Trump prohíbe a Harvard inscribir estudiantes extranjeros

El Departamento de Seguridad Nacional acusa a la universidad de fomentar violencia y colaborar con el Partido Comunista Chino.

La administración de Donald Trump ha revocado la autorización de la Universidad de Harvard para inscribir a estudiantes internacionales, intensificando así su enfrentamiento con la prestigiosa institución. Según un comunicado del Departamento de Seguridad Nacional (DHS), Harvard habría creado un ambiente inseguro en su campus, permitiendo ataques contra estudiantes judíos y colaborando con actores vinculados al Partido Comunista Chino.

Como consecuencia directa, Harvard ya no puede patrocinar visas estudiantiles a través del Programa de Estudiantes y Visitantes de Intercambio (SEVP). Esto afecta a más de 6,800 estudiantes internacionales actualmente inscritos, quienes deberán trasladarse a otras universidades o abandonar el país.

La consecuencia es que Harvard ya no puede inscribir a estudiantes extranjeros y los actuales deben transferirse o perder su estatus legal, indicó el DHS.

GOBIERNO DE TRUMP Y LAS ACUSACIONES

El gobierno acusa a Harvard de:

  • Permitir agresiones contra estudiantes judíos en su campus.
  • No cumplir con los requisitos de reporte de actividades estudiantiles.
  • Haber entrenado a miembros del Cuerpo de Producción y Construcción de Xinjiang, un grupo paramilitar chino, tan recientemente como en 2024.

La secretaria de Seguridad Nacional, Kristi Noem, exigió a Harvard que entregue en un plazo de 72 horas una lista completa de estudiantes internacionales, incluyendo grabaciones de protestas o actividades consideradas peligrosas.

Esta administración está responsabilizando a Harvard por fomentar la violencia, el antisemitismo y coordinarse con el Partido Comunista Chino, declaró Noem.

HARVARD RESPONDE

Harvard calificó la medida como ilegal y aseguró que ya trabaja para ofrecer orientación a sus estudiantes extranjeros.
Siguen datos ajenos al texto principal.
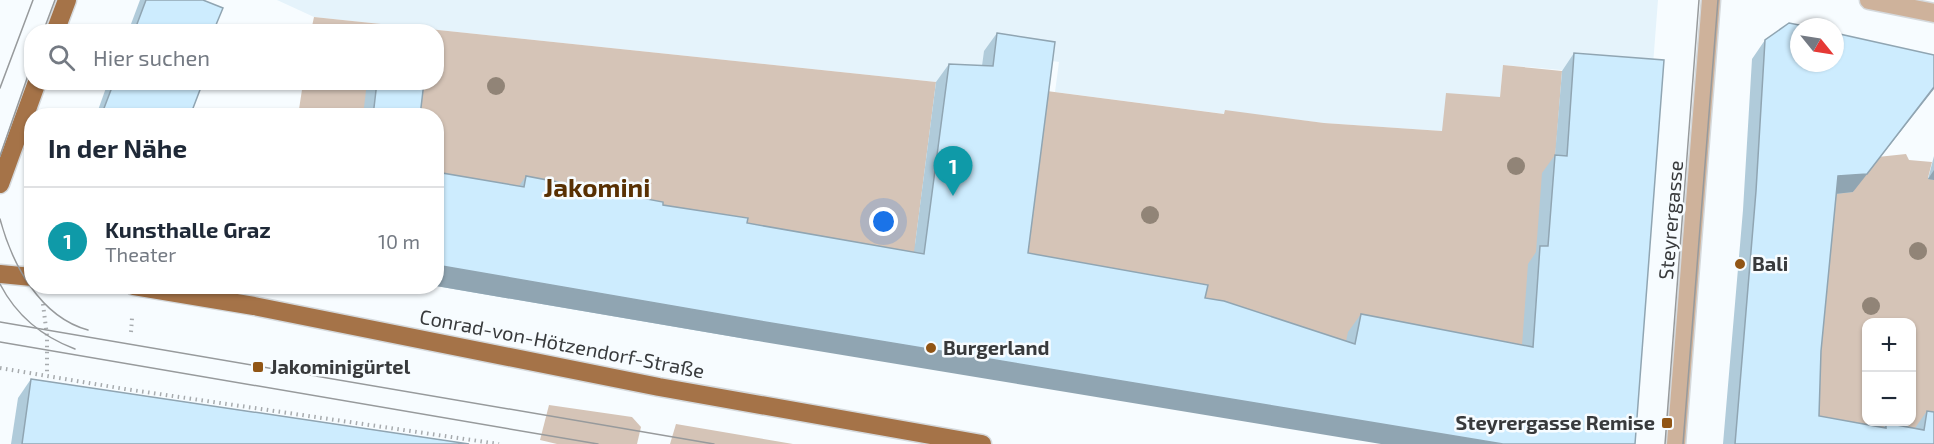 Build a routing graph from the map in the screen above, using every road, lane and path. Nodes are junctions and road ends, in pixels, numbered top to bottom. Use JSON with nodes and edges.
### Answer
{"nodes":[{"id":1,"x":67,"y":0,"type":"edge"},
{"id":2,"x":1711,"y":0,"type":"edge"},
{"id":3,"x":1869,"y":0,"type":"edge"},
{"id":4,"x":1934,"y":13,"type":"edge"},
{"id":5,"x":58,"y":24,"type":"edge"},
{"id":6,"x":34,"y":90,"type":"edge"},
{"id":7,"x":28,"y":108,"type":"edge"},
{"id":8,"x":24,"y":118,"type":"edge"},
{"id":9,"x":0,"y":184,"type":"edge"},
{"id":10,"x":0,"y":274,"type":"edge"},
{"id":11,"x":24,"y":276,"type":"edge"},
{"id":12,"x":42,"y":294,"type":"dead end"},
{"id":13,"x":182,"y":294,"type":"edge"},
{"id":14,"x":133,"y":311,"type":"dead end"},
{"id":15,"x":131,"y":332,"type":"dead end"},
{"id":16,"x":0,"y":369,"type":"edge"},
{"id":17,"x":46,"y":375,"type":"junction"},
{"id":18,"x":499,"y":444,"type":"edge"},
{"id":19,"x":982,"y":444,"type":"edge"},
{"id":20,"x":1676,"y":444,"type":"edge"}],
"edges":[{"from":1,"to":5,"type":"main road"},
{"from":2,"to":20,"type":"street","name":"Steyrergasse"},
{"from":3,"to":4,"type":"street"},
{"from":6,"to":7,"type":"main road"},
{"from":8,"to":9,"type":"main road"},
{"from":10,"to":11,"type":"main road"},
{"from":12,"to":17,"type":"path"},
{"from":13,"to":19,"type":"main road","name":"Conrad-von-Hötzendorf-Straße"},
{"from":14,"to":15,"type":"path"},
{"from":16,"to":17,"type":"path"},
{"from":17,"to":18,"type":"path"}]} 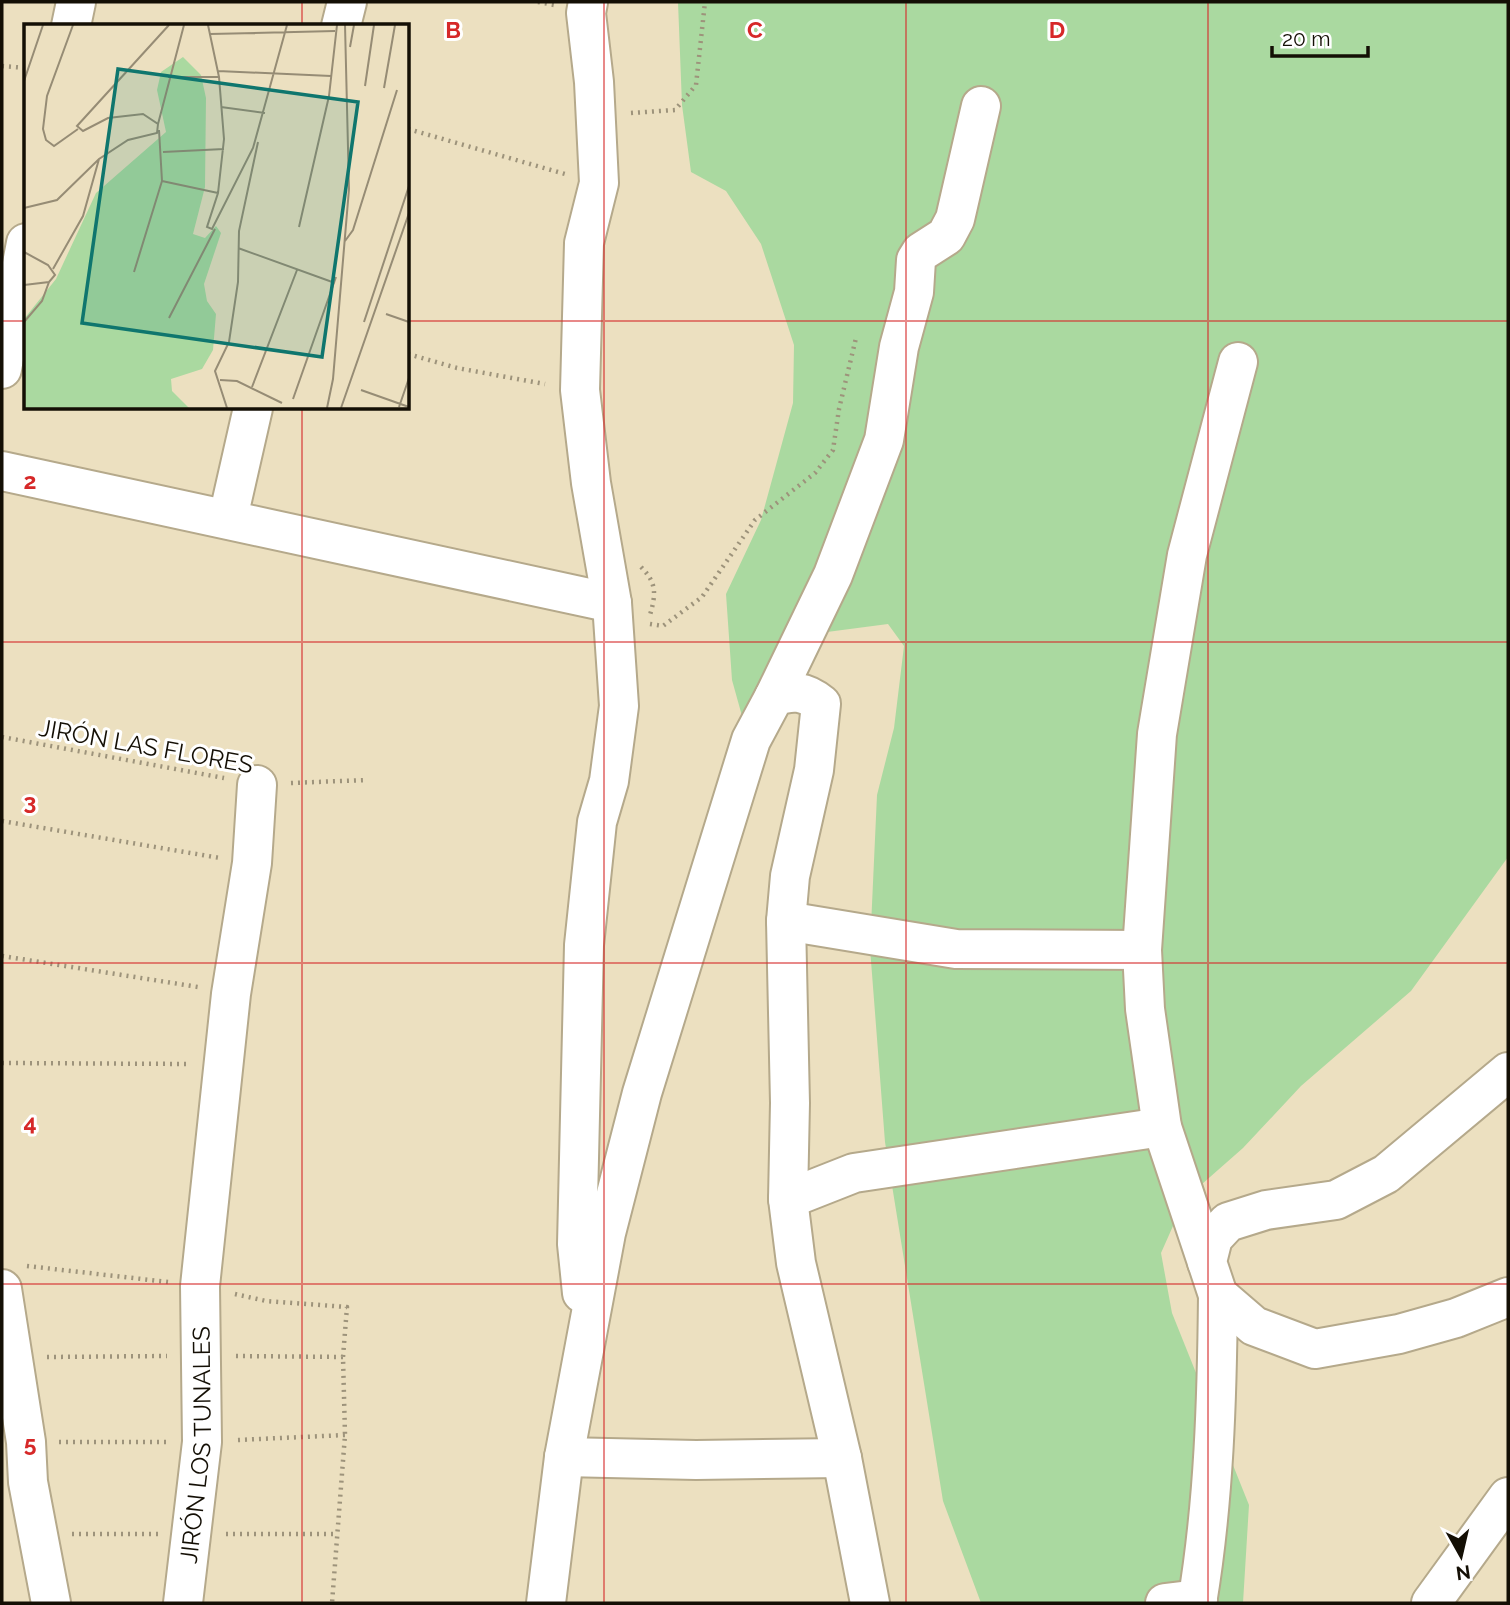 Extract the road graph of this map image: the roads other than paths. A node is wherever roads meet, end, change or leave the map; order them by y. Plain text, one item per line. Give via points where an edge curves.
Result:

En un comunicado, la universidad afirmó:

Esta acción retaliatoria amenaza con causar un daño grave a la comunidad de Harvard y a nuestro país, y socava nuestra misión académica y de investigación.
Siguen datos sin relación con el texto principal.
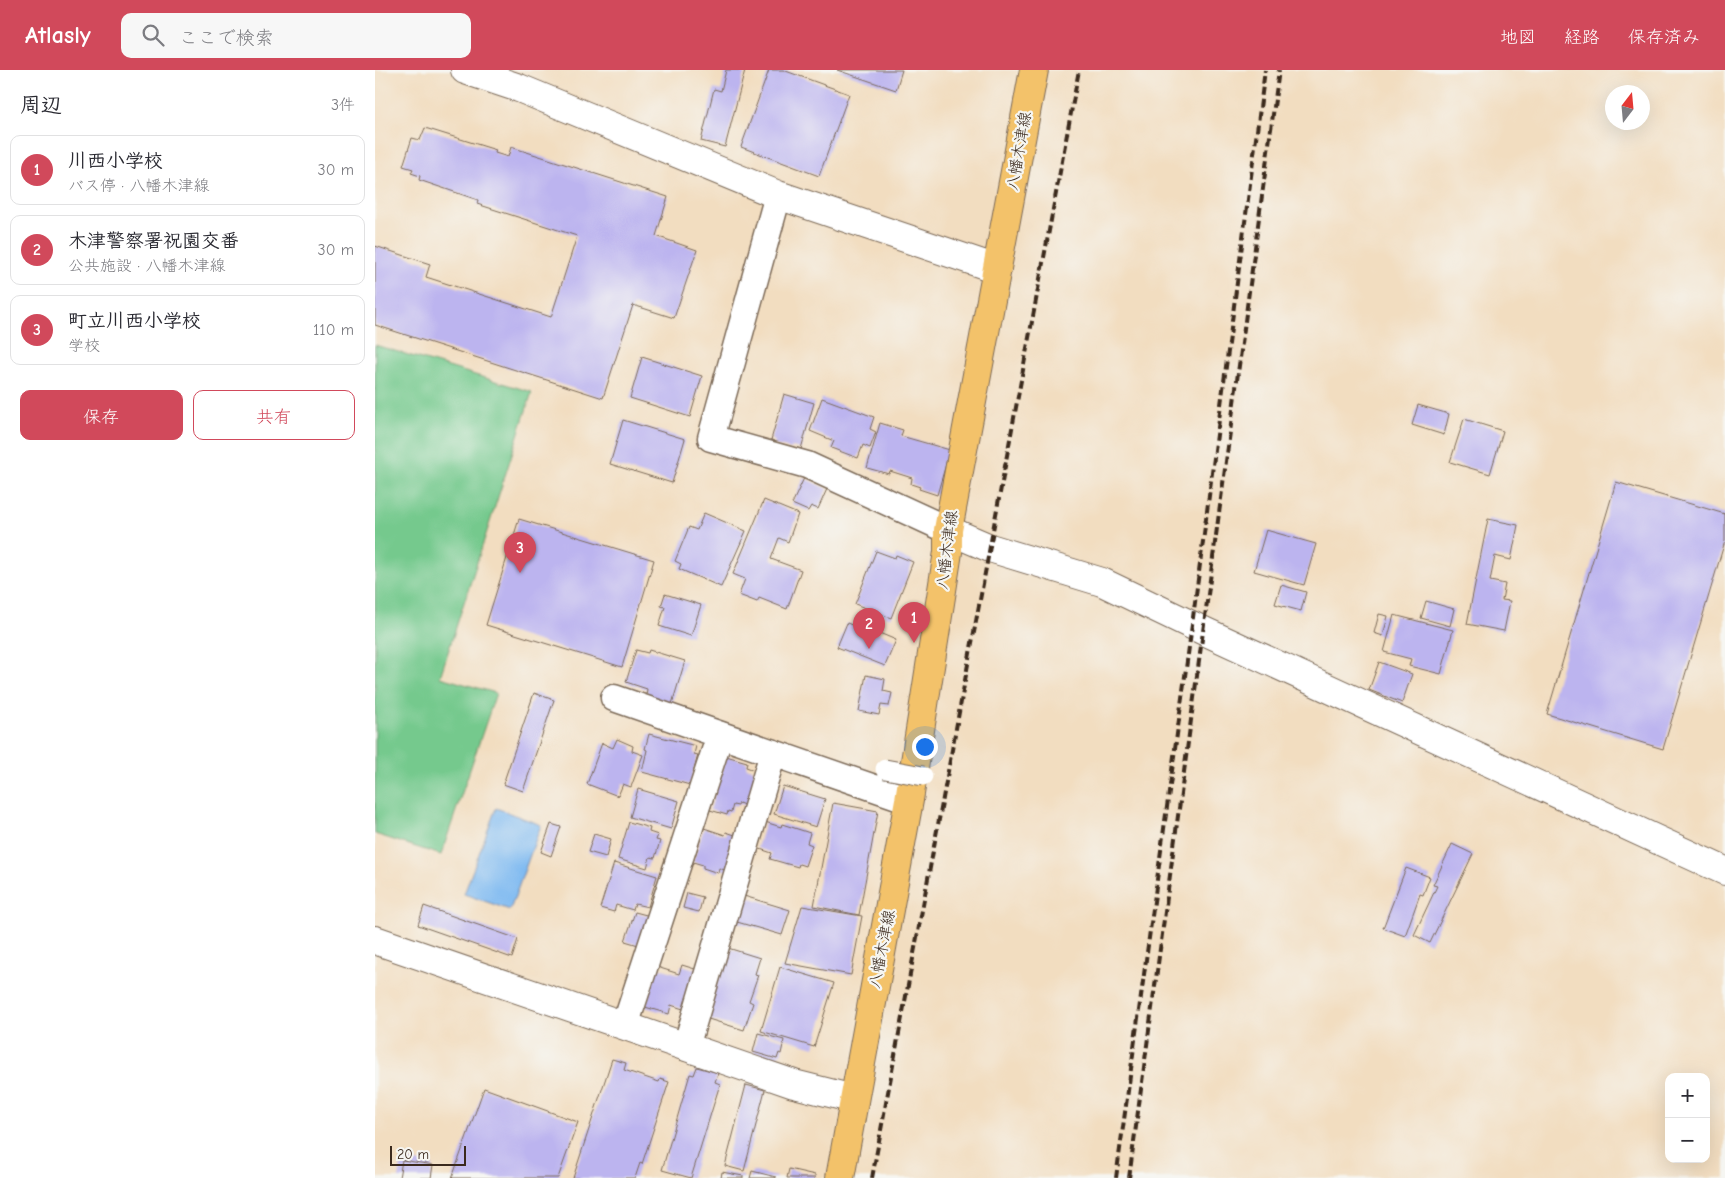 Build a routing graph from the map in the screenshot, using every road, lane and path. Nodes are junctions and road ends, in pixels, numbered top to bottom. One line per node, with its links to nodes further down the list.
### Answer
1 (465, 70): 3 (street)
2 (1034, 70): 4 (main road, 八幡木津線)
3 (778, 196): 4 (street); 5 (street)
4 (997, 269): 5 (main road, 八幡木津線)
5 (948, 530): 11 (main road, 八幡木津線); 12 (street)
6 (614, 698): 7 (street)
7 (720, 735): 8 (street); 14 (street)
8 (773, 753): 11 (street); 15 (street)
9 (885, 769): 10 (street, bridge)
10 (923, 776)
11 (909, 800): 16 (main road, 八幡木津線)
12 (1725, 871)
13 (375, 940): 14 (street)
14 (625, 1026): 15 (street)
15 (685, 1046): 16 (street)
16 (854, 1099): 17 (main road, 八幡木津線)
17 (840, 1178)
Este nuevo castigo se suma a otras medidas recientes de la administración Trump contra Harvard, como:

  • El recorte de 2,600 millones de dólares en subvenciones federales.
  • Intentos de retirar su estatus de exención fiscal.
  • Exigencias para eliminar políticas de diversidad, equidad e inclusión.
  • Presión para frenar las protestas propalestinas en el campus.

La universidad, considerada un símbolo de resistencia liberal, fue una de las primeras en oponerse públicamente a estas iniciativas de la Casa Blanca.